Olhava bastante para o seu próprio umbigo e o de sua terra. São freqüentes as referências a amigos - como no chopp da letra acima com o jornalista e produtor cultural Pascoal Maynard, companheiro de muitas rodadas. Recheou seus versos com regionalismos que são verdadeiros registros etnográficos da oralidade nordestina, a exemplo de “Coco da Capsulana”, vencedora do Festival Canta Nordeste de 1993 na voz de Amorosa, a itabaianense que é uma de suas mais notórias intérpretes. Em outra canção vencedora do mesmo festival em 1994, “Salada Tupiniquim”, satirizou popstars com uma certa verve antropofágica:

(...) Quando Pero Vaz de Caminha escreveu
Que aqui plantando tudo dá
Muita gente na Europa até deu
Vontade de se mudar pra cá
(...) E quem veio de lá pode ver
A Madonna dançando chen-nhen-nhen
Rolling Stones garçom em Olinda
Michael Jackson na Febem de Belém
Príncipe Charles catando caranguejo
Lady Di descascando aratu
Gorbachev enfermeiro em João Pessoa
Mike Tyson porteiro do Olodum
Maradona chofer em Maceió
E o Rambo gari em Aracaju (...)

O duplo sentido, a malemolência e a picardia, tradicionais na música popular nordestina, também eram o seu forte.
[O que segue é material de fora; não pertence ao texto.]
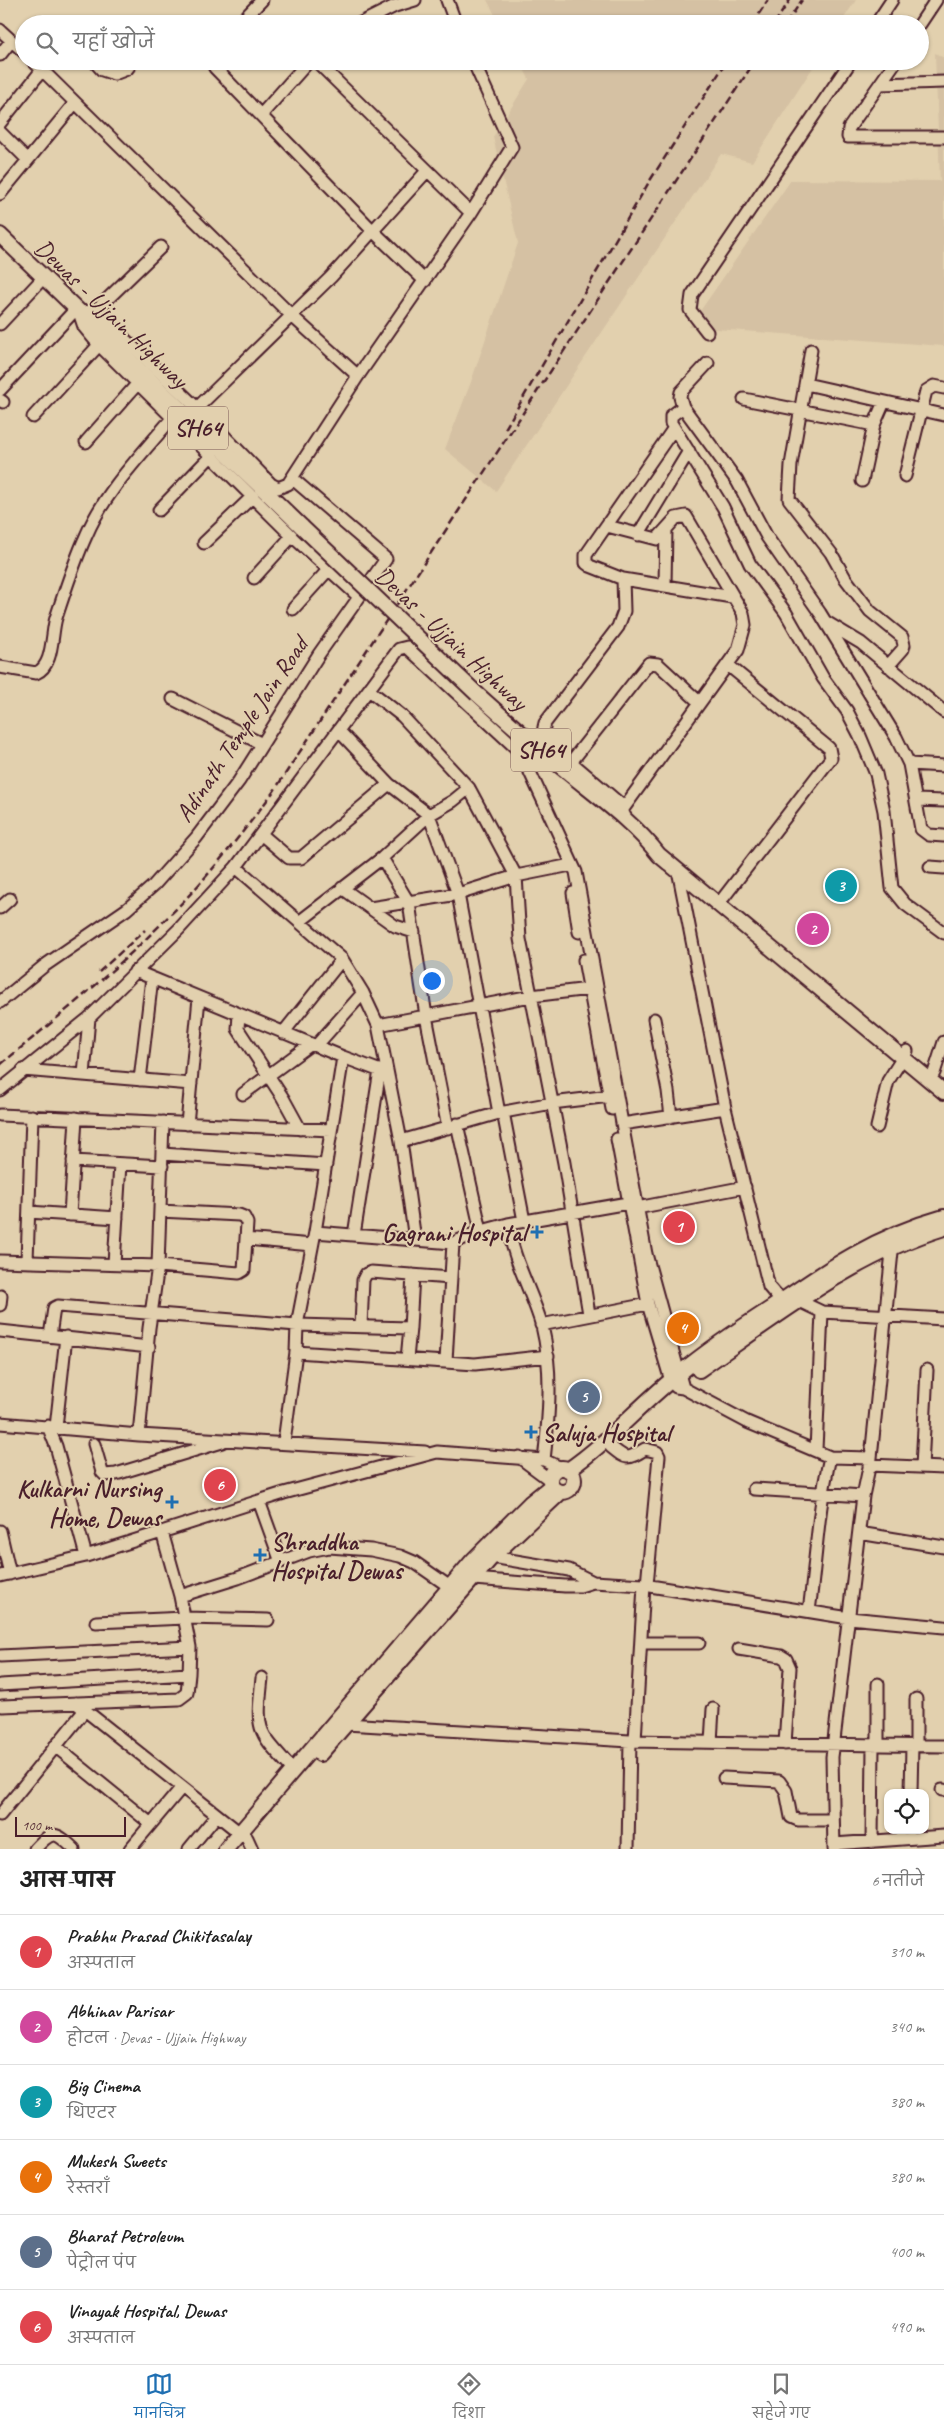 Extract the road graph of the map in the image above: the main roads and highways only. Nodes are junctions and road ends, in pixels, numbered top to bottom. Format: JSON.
{"nodes":[{"id":1,"x":0,"y":235,"type":"edge"},
{"id":2,"x":297,"y":531,"type":"joint"},
{"id":3,"x":645,"y":836,"type":"junction"},
{"id":4,"x":905,"y":1054,"type":"junction"},
{"id":5,"x":939,"y":1077,"type":"edge"},
{"id":6,"x":944,"y":1092,"type":"edge"},
{"id":7,"x":944,"y":1217,"type":"edge"},
{"id":8,"x":944,"y":1228,"type":"edge"},
{"id":9,"x":893,"y":1240,"type":"junction"},
{"id":10,"x":678,"y":1382,"type":"junction"},
{"id":11,"x":567,"y":1472,"type":"junction"},
{"id":12,"x":554,"y":1486,"type":"junction"},
{"id":13,"x":246,"y":1840,"type":"edge"},
{"id":14,"x":226,"y":1849,"type":"edge"},
{"id":15,"x":238,"y":1849,"type":"edge"}],
"edges":[{"from":1,"to":2,"type":"main road","name":"Dewas - Ujjain Highway","number":"SH64"},
{"from":2,"to":3,"type":"main road","name":"Devas - Ujjain Highway","number":"SH64","bridge":true},
{"from":3,"to":4,"type":"main road","name":"Devas - Ujjain Highway","number":"SH64"},
{"from":3,"to":4,"type":"main road","name":"Devas - Ujjain Highway","number":"SH64"},
{"from":4,"to":5,"type":"main road","name":"Devas - Ujjain Highway","number":"SH64"},
{"from":4,"to":6,"type":"main road","name":"Devas - Ujjain Highway","number":"SH64"},
{"from":7,"to":9,"type":"main road"},
{"from":8,"to":9,"type":"main road"},
{"from":9,"to":10,"type":"main road"},
{"from":9,"to":10,"type":"main road"},
{"from":10,"to":11,"type":"main road"},
{"from":10,"to":11,"type":"main road"},
{"from":11,"to":12,"type":"main road"},
{"from":11,"to":12,"type":"main road"},
{"from":12,"to":13,"type":"main road"},
{"from":12,"to":13,"type":"main road"},
{"from":13,"to":14,"type":"main road"},
{"from":13,"to":15,"type":"main road"}]}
Na minha humilde opinião, algumas de suas composições assumidamente bregas - “Porteiro de Cabaré”, por exemplo – são mais criativas e musicalmente ricas do que muitas outras que exploram este filão. Um velhinho de vermelho, cercado de veadinhos e que gosta de anões, na visão ferina de Ismar virou “Papai Noel Boiola”. Nesta última em especial, seu escracho beira o sublime ao utilizar um arranjo jazzístico para uma tremenda gozação com o bom velhinho.

É certo que a cultura sergipana perdeu um de seus expoentes. Mas está eternamente premiada com o talento acumulado da obra de Ismar. Os botecos e a boemia de Aracaju também sentirão sua falta, mas seu espírito farrista e festeiro vai perdurar. E creio que esta onipresença deve fortalecer a cultura, pois alimenta não apenas a história musical, mas também a memória emotiva. Mais do que uma personalidade, Ismar é personagem legítimo deste estado; música, voz e verso do povo que habita a faixa de terra entre os rios Real e São Francisco, um povo que ele soube retratar tão bem através de sua música. Mesmo tendo sido tão timidamente reconhecido em nível nacional - por alguma razão que só a lógica do mercado deve conhecer – acredito que perde também a cultura brasileira, considerando que esta é fruto da fusão das diferentes culturas regionais. Que viva para sempre Ismar Barreto, nos corações e na música que pulsam em Sergipe.